The journey into Mexico is a frequent storyline used in western fiction. Its origins no doubt go back to mythology and stories like Orpheus’ trip into Hades. Countless examples exist from Dante’s Inferno to Cormac McCarthy’s All the Pretty Horses. Mexico is a land of death and danger, a dark terrain like a nightmare that won’t let the dreamer wake up.
Mexico in western fiction is a proving ground and a right of passage. There, without the protection of the law, a man survives by his wits and his weapons. More so than in the Wild West north of the border, he is truly on his own. As the Mexican police detective says in answer to Sean Penn’s protests in The Falcon and the Snowman, “This is not America.”

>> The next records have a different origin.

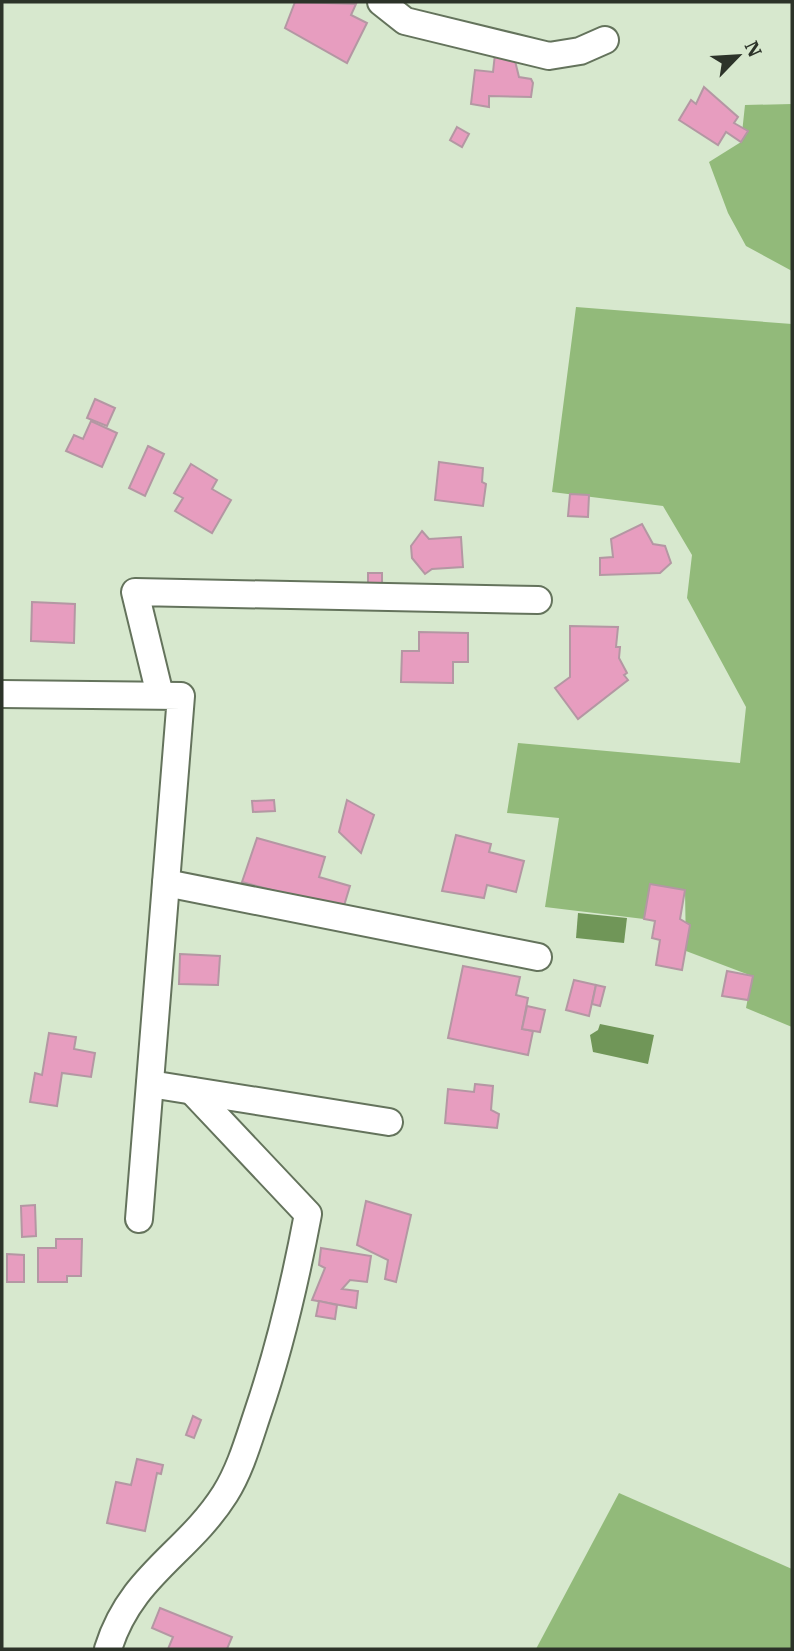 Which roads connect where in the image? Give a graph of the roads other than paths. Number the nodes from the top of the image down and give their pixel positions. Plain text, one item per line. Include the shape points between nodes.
1 (381, 2) edge
2 (605, 40) dead end
3 (538, 600) dead end
4 (2, 694) edge
5 (160, 695) junction
6 (166, 883) junction
7 (538, 957) dead end
8 (150, 1084) junction
9 (192, 1091) junction
10 (389, 1122) dead end
11 (139, 1219) dead end
12 (107, 1649) edge

1 - 2 street via 405,21 549,56 580,51
3 - 5 street via 135,592
4 - 5 street
5 - 6 street via 181,696
6 - 7 street
6 - 8 street
8 - 9 street
8 - 11 street
9 - 10 street
9 - 12 street via 307,1214 279,1350 235,1473 209,1516 125,1606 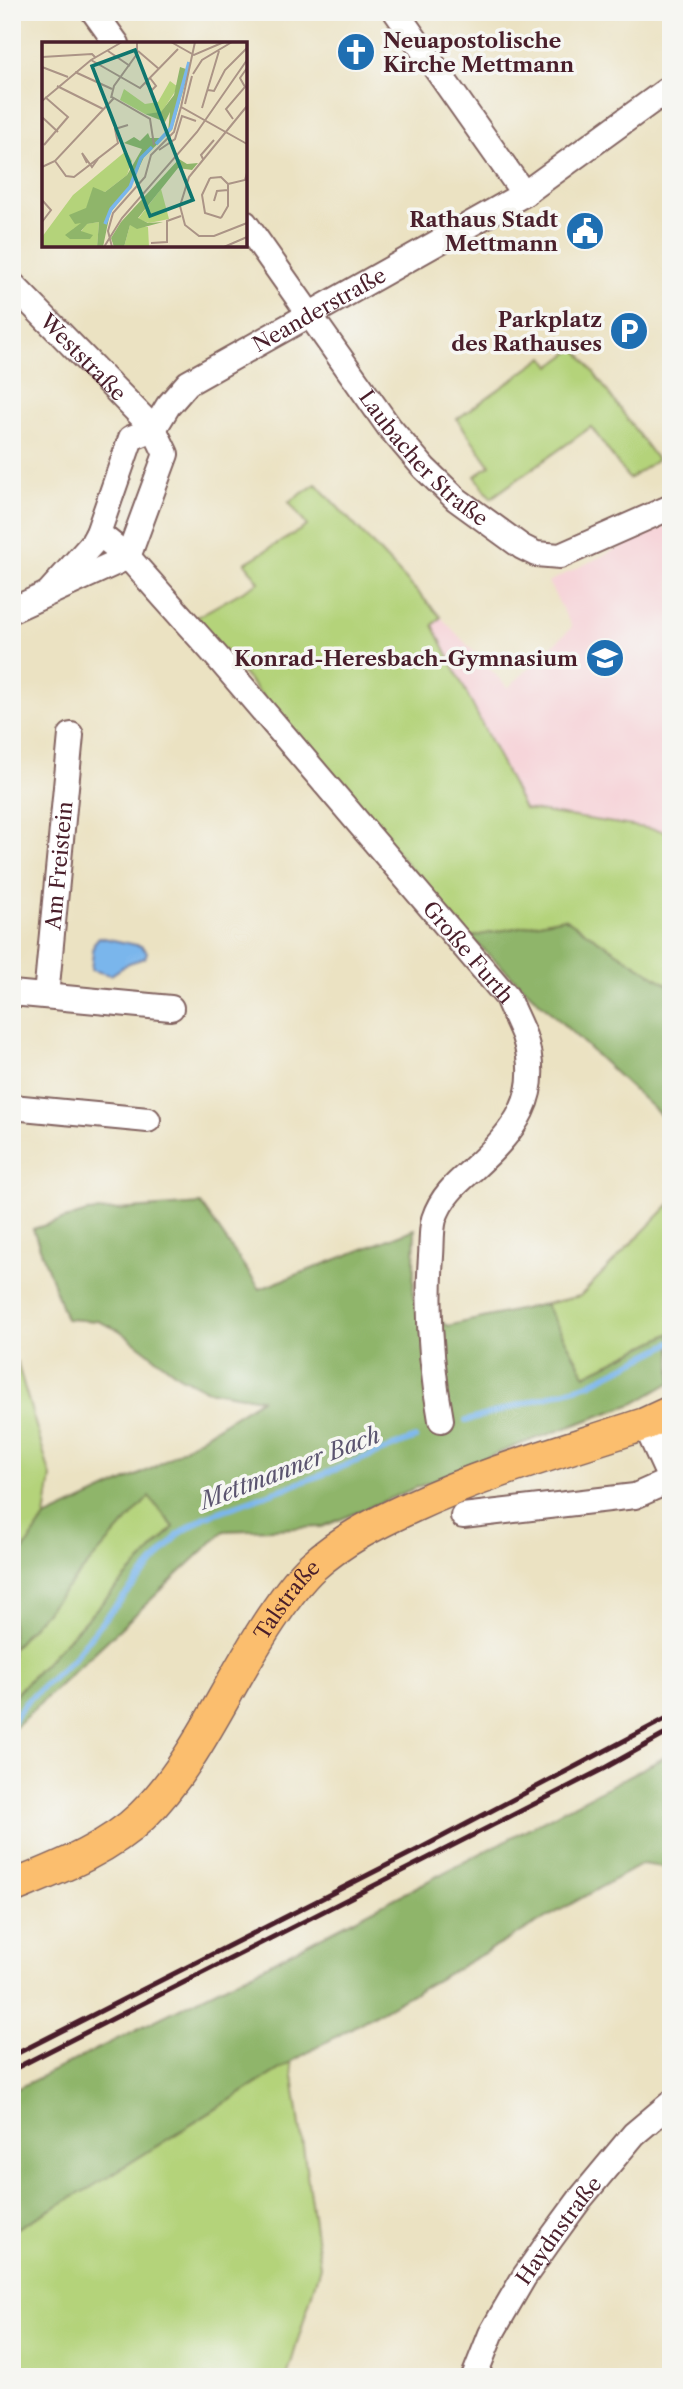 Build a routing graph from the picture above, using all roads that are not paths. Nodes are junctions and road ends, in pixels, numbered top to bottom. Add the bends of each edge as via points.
1 (94, 12) edge
2 (396, 12) edge
3 (116, 42) edge
4 (671, 87) edge
5 (524, 194) junction
6 (247, 226) edge
7 (12, 284) edge
8 (310, 315) junction
9 (154, 429) junction
10 (671, 507) edge
11 (98, 533) junction
12 (128, 557) junction
13 (49, 592) junction
14 (12, 610) edge
15 (71, 735) dead end
16 (12, 993) edge
17 (46, 996) junction
18 (171, 1008) dead end
19 (12, 1107) edge
20 (148, 1120) dead end
21 (658, 1418) edge
22 (441, 1420) dead end
23 (671, 1480) edge
24 (463, 1516) dead end
25 (12, 1887) edge
26 (671, 2103) edge
27 (474, 2377) edge

1 - 3 street
2 - 5 street
4 - 5 street, Neanderstraße
5 - 8 street, Neanderstraße
6 - 8 street, Laubacher Straße
7 - 9 street, Weststraße
8 - 9 street, Neanderstraße via 188,383
8 - 10 street, Laubacher Straße via 389,427 424,468 456,499 522,548 560,556
9 - 11 street, Neanderstraße via 131,438
9 - 12 street via 166,454
11 - 12 street, Große Furth
11 - 13 street, Neanderstraße
12 - 13 street
12 - 22 street, Große Furth via 507,997 524,1037 529,1071 520,1116 494,1150 449,1191 433,1222 431,1344
13 - 14 street
15 - 17 street, Am Freistein
16 - 17 street
17 - 18 street
19 - 20 street
21 - 23 street, Talstraße
21 - 25 main road, Talstraße via 455,1487 338,1545 309,1570 260,1634 202,1735 141,1816 83,1855
23 - 24 street, Talstraße via 635,1496
26 - 27 street, Haydnstraße via 634,2134 550,2240 497,2324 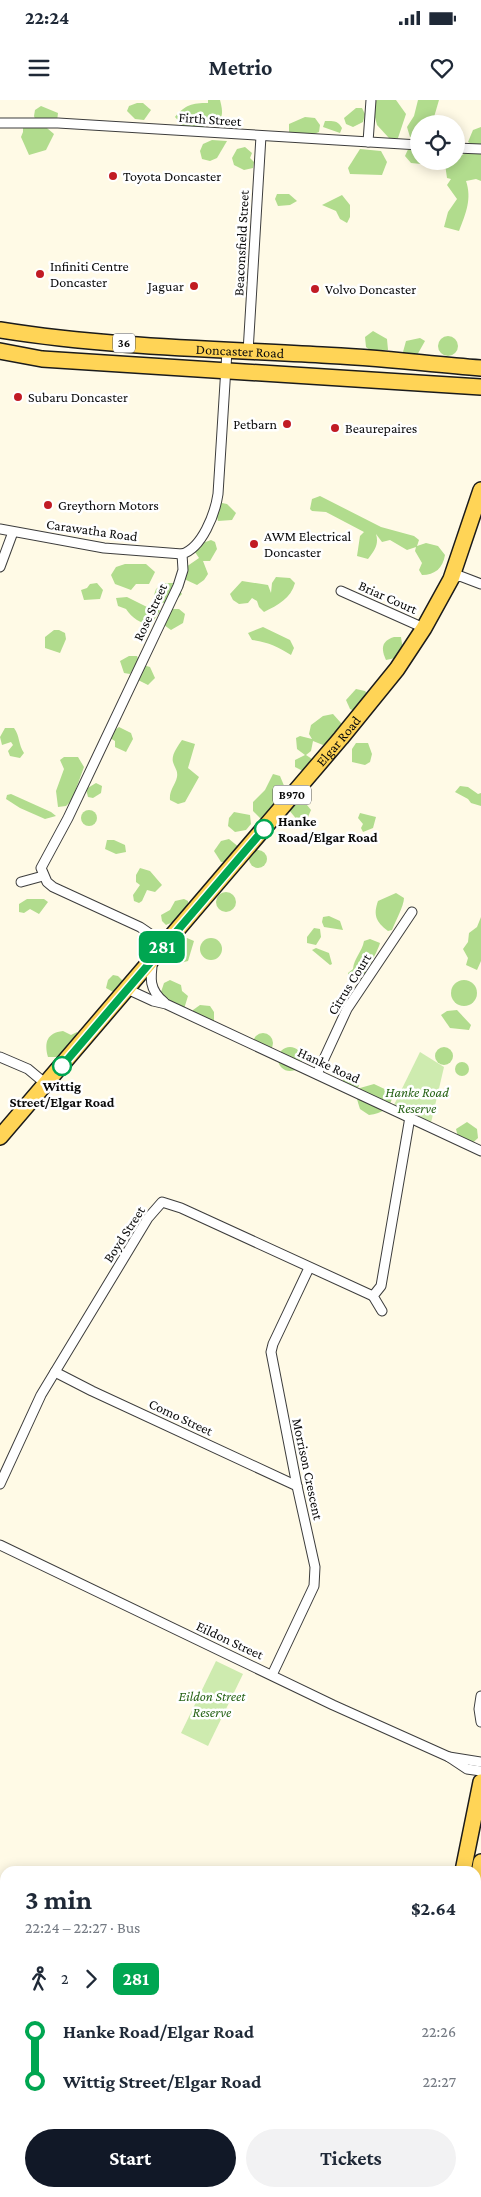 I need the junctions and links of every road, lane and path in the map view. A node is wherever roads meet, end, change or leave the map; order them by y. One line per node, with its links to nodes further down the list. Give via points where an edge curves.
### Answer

Plot. Trail’s End by Gordon Shireffs (1914-1996) takes its central character, Clint Buell, into that same world. Not quite in pursuit of a kidnapped lover, he’s looking for a younger brother once stolen by Apaches. While twelve years have passed and everyone tells him the boy is surely dead, he will not be satisfied until he knows for sure.
His journey takes him from Texas to New Mexico to Tombstone. Finding men who still remember the bad old days of the Indian Wars, he determines that his brother was taken by an Apache chief, Coletto Amarillo. That band of Indians now inhabits a forbidding region in the deserts of Sonora.
But an obstacle prevents Buell from finding the chief, who can tell him the fate of his brother. The band is now being led by the chief’s son, known as El Fiero, who is even more murderous than his father. He rules a wide territory where he exacts a heavy toll on peaceful villagers, who must provide him with food, horses, and women.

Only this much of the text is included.